-- Opening Marker --

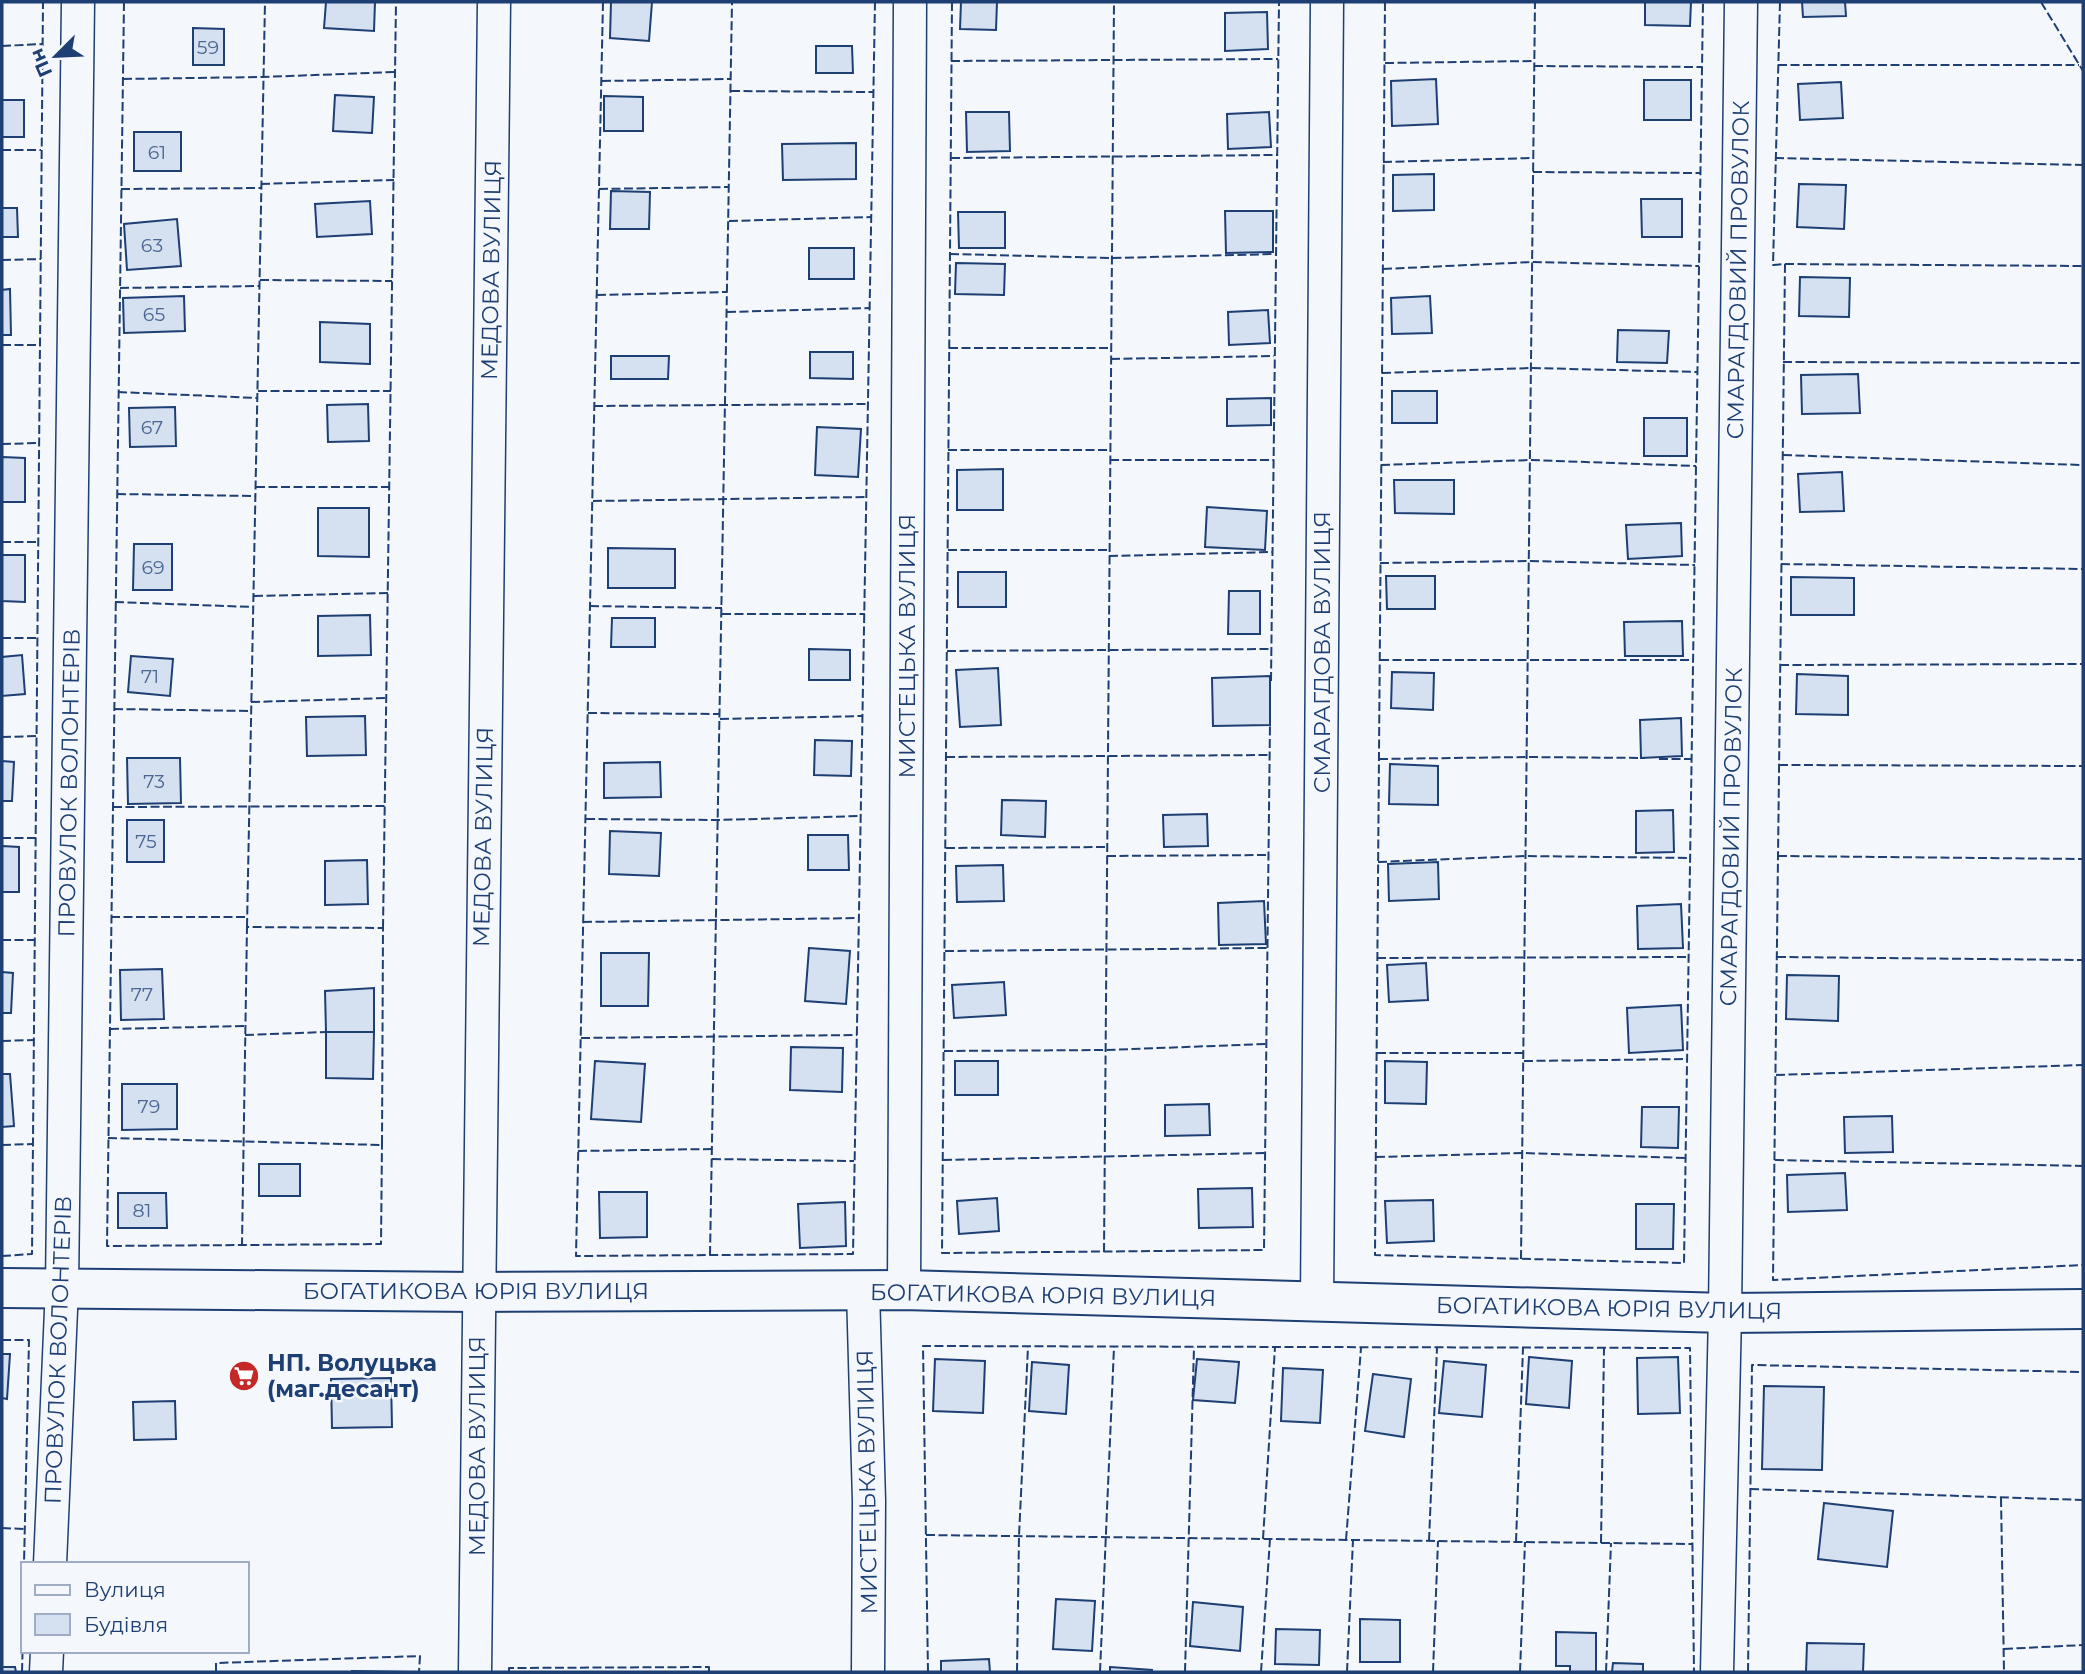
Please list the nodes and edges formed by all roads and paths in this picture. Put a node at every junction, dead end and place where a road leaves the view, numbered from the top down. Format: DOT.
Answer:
graph roads {
  1 [pos="78,2"];
  2 [pos="494,2"];
  3 [pos="910,2"];
  4 [pos="1327,2"];
  5 [pos="1741,2"];
  6 [pos="62,1287"];
  7 [pos="2,1288"];
  8 [pos="904,1290"];
  9 [pos="863,1291"];
  10 [pos="478,1292"];
  11 [pos="1317,1302"];
  12 [pos="2083,1309"];
  13 [pos="1725,1313"];
  14 [pos="50,1562"];
  15 [pos="47,1653"];
  16 [pos="46,1672"];
  17 [pos="475,1672"];
  18 [pos="868,1672"];
  19 [pos="1717,1672"];
  1 -- 6 [label="street, ПРОВУЛОК ВОЛОНТЕРІВ"];
  2 -- 10 [label="street, МЕДОВА ВУЛИЦЯ"];
  3 -- 8 [label="street, МИСТЕЦЬКА ВУЛИЦЯ"];
  4 -- 11 [label="street, СМАРАГДОВА ВУЛИЦЯ"];
  5 -- 13 [label="street, СМАРАГДОВИЙ ПРОВУЛОК"];
  6 -- 7 [label="street, БОГАТИКОВА ЮРІЯ ВУЛИЦЯ"];
  6 -- 10 [label="street, БОГАТИКОВА ЮРІЯ ВУЛИЦЯ"];
  6 -- 14 [label="street, ПРОВУЛОК ВОЛОНТЕРІВ"];
  8 -- 9 [label="street, БОГАТИКОВА ЮРІЯ ВУЛИЦЯ"];
  8 -- 11 [label="street, БОГАТИКОВА ЮРІЯ ВУЛИЦЯ"];
  9 -- 10 [label="street, БОГАТИКОВА ЮРІЯ ВУЛИЦЯ"];
  9 -- 18 [label="street, МИСТЕЦЬКА ВУЛИЦЯ"];
  10 -- 17 [label="street, МЕДОВА ВУЛИЦЯ"];
  11 -- 13 [label="street, БОГАТИКОВА ЮРІЯ ВУЛИЦЯ"];
  12 -- 13 [label="street, БОГАТИКОВА ЮРІЯ ВУЛИЦЯ"];
  13 -- 19 [label="street, СМАРАГДОВИЙ ПРОВУЛОК"];
  15 -- 16 [label="street"];
}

-- Closing Marker --

▸ **What you should do**:
Search the entries for "МИСТЕЦЬКА" and show every line that has it.

▸ **Result of this task**:
  3 -- 8 [label="street, МИСТЕЦЬКА ВУЛИЦЯ"];
  9 -- 18 [label="street, МИСТЕЦЬКА ВУЛИЦЯ"];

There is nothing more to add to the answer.